**WORK TASK**
Print out each record, keeping it identical to the original.

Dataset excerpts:
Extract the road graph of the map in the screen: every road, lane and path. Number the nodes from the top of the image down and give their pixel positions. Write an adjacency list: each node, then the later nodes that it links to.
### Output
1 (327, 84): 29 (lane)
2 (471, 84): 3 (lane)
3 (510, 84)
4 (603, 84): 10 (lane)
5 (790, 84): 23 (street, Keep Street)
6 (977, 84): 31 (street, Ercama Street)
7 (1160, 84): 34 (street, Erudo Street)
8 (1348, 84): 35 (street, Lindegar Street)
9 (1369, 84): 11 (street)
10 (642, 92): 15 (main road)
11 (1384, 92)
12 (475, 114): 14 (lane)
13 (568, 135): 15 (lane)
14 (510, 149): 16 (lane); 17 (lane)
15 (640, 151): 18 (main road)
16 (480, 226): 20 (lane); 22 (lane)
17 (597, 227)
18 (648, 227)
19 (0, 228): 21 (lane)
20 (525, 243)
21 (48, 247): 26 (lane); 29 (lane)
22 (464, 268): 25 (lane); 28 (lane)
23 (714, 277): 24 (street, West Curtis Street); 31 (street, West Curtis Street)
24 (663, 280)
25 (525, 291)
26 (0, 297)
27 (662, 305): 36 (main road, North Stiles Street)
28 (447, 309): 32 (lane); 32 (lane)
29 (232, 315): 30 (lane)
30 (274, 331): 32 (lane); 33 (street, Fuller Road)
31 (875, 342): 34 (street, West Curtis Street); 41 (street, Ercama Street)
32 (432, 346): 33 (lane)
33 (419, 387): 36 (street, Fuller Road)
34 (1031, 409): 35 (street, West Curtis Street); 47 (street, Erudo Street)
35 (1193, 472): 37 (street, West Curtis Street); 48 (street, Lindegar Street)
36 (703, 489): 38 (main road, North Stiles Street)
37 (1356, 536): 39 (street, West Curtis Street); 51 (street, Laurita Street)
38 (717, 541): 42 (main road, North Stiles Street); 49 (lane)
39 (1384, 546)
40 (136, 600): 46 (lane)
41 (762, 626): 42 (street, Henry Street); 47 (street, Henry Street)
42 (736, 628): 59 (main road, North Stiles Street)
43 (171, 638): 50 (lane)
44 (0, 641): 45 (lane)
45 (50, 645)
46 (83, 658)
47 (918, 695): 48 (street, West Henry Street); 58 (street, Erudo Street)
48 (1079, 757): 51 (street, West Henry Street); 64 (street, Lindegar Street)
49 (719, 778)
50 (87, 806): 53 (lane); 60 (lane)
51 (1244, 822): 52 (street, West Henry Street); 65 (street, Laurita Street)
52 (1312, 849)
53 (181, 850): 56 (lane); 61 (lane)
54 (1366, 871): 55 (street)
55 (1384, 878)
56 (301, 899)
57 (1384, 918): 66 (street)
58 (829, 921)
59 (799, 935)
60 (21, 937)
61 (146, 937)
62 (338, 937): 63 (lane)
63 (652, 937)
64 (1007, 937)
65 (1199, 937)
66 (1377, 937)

**SOLUTION TO THIS EXERCISE**
Extract the road graph of the map in the screen: every road, lane and path. Number the nodes from the top of the image down and give their pixel positions. Write an adjacency list: each node, then the later nodes that it links to.
### Output
1 (327, 84): 29 (lane)
2 (471, 84): 3 (lane)
3 (510, 84)
4 (603, 84): 10 (lane)
5 (790, 84): 23 (street, Keep Street)
6 (977, 84): 31 (street, Ercama Street)
7 (1160, 84): 34 (street, Erudo Street)
8 (1348, 84): 35 (street, Lindegar Street)
9 (1369, 84): 11 (street)
10 (642, 92): 15 (main road)
11 (1384, 92)
12 (475, 114): 14 (lane)
13 (568, 135): 15 (lane)
14 (510, 149): 16 (lane); 17 (lane)
15 (640, 151): 18 (main road)
16 (480, 226): 20 (lane); 22 (lane)
17 (597, 227)
18 (648, 227)
19 (0, 228): 21 (lane)
20 (525, 243)
21 (48, 247): 26 (lane); 29 (lane)
22 (464, 268): 25 (lane); 28 (lane)
23 (714, 277): 24 (street, West Curtis Street); 31 (street, West Curtis Street)
24 (663, 280)
25 (525, 291)
26 (0, 297)
27 (662, 305): 36 (main road, North Stiles Street)
28 (447, 309): 32 (lane); 32 (lane)
29 (232, 315): 30 (lane)
30 (274, 331): 32 (lane); 33 (street, Fuller Road)
31 (875, 342): 34 (street, West Curtis Street); 41 (street, Ercama Street)
32 (432, 346): 33 (lane)
33 (419, 387): 36 (street, Fuller Road)
34 (1031, 409): 35 (street, West Curtis Street); 47 (street, Erudo Street)
35 (1193, 472): 37 (street, West Curtis Street); 48 (street, Lindegar Street)
36 (703, 489): 38 (main road, North Stiles Street)
37 (1356, 536): 39 (street, West Curtis Street); 51 (street, Laurita Street)
38 (717, 541): 42 (main road, North Stiles Street); 49 (lane)
39 (1384, 546)
40 (136, 600): 46 (lane)
41 (762, 626): 42 (street, Henry Street); 47 (street, Henry Street)
42 (736, 628): 59 (main road, North Stiles Street)
43 (171, 638): 50 (lane)
44 (0, 641): 45 (lane)
45 (50, 645)
46 (83, 658)
47 (918, 695): 48 (street, West Henry Street); 58 (street, Erudo Street)
48 (1079, 757): 51 (street, West Henry Street); 64 (street, Lindegar Street)
49 (719, 778)
50 (87, 806): 53 (lane); 60 (lane)
51 (1244, 822): 52 (street, West Henry Street); 65 (street, Laurita Street)
52 (1312, 849)
53 (181, 850): 56 (lane); 61 (lane)
54 (1366, 871): 55 (street)
55 (1384, 878)
56 (301, 899)
57 (1384, 918): 66 (street)
58 (829, 921)
59 (799, 935)
60 (21, 937)
61 (146, 937)
62 (338, 937): 63 (lane)
63 (652, 937)
64 (1007, 937)
65 (1199, 937)
66 (1377, 937)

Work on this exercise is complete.